== Data records ==
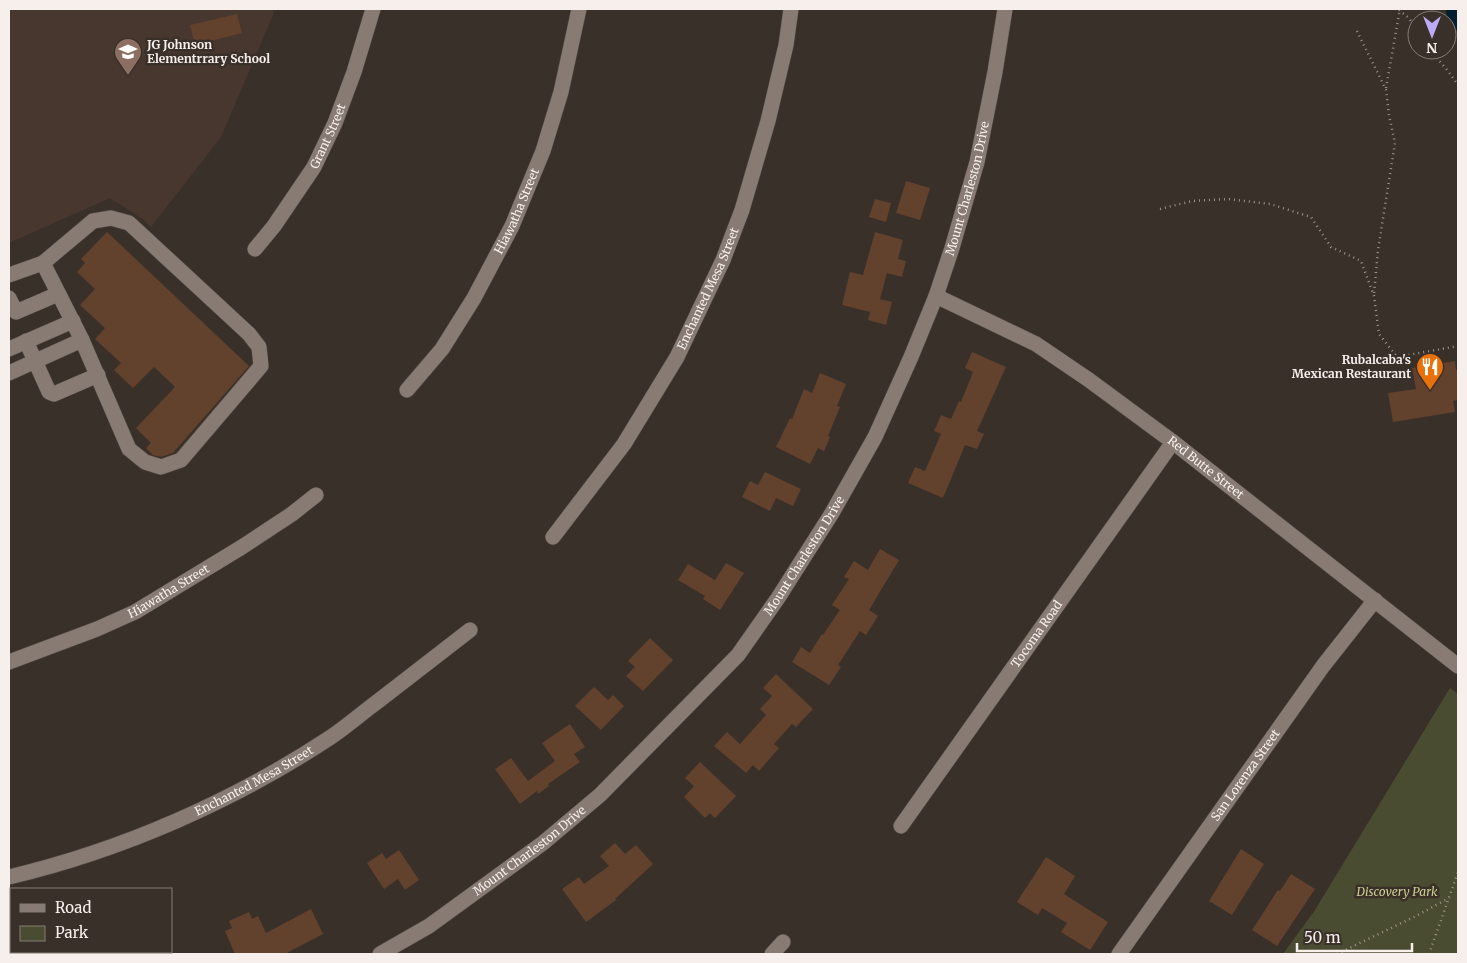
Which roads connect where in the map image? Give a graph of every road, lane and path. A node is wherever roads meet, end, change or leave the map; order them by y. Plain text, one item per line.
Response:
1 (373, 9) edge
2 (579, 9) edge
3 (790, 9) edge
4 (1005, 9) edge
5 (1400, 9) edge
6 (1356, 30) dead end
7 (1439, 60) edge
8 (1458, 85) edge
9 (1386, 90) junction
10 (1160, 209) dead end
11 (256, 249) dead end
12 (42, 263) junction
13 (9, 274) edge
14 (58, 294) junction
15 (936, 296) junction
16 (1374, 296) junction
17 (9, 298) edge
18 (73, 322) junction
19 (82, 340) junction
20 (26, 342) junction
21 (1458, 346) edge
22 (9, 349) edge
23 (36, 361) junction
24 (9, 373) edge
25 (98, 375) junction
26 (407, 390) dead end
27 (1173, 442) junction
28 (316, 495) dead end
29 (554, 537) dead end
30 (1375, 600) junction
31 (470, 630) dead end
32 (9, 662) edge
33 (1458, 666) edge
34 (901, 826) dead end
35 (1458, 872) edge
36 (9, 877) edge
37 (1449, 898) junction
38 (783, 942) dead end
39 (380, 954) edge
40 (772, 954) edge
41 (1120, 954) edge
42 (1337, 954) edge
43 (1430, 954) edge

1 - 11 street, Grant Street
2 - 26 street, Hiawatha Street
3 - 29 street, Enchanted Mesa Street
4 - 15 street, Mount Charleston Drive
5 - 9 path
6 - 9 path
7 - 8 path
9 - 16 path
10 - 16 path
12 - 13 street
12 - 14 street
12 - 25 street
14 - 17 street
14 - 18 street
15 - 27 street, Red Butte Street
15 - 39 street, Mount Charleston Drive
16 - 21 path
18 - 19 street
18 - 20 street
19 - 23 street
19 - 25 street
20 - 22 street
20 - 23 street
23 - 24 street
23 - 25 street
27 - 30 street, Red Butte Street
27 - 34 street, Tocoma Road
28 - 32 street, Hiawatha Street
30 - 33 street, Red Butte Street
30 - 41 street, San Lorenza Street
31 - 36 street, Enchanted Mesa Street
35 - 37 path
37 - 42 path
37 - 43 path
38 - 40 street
...
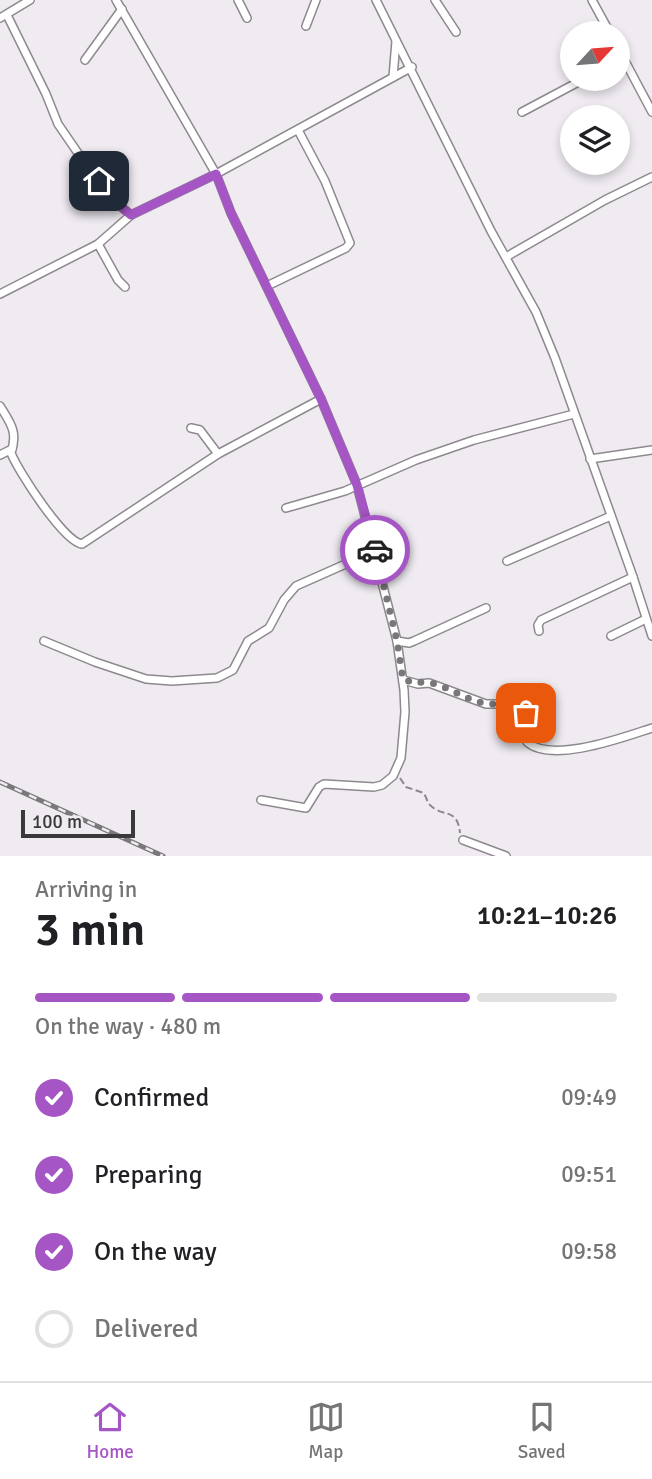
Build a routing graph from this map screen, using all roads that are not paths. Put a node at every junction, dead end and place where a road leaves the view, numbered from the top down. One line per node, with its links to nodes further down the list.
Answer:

== Task prompt ==
Only one thing is wanted in reply: the number of lines in the entries that hold the string "roads".

== Task solution ==
2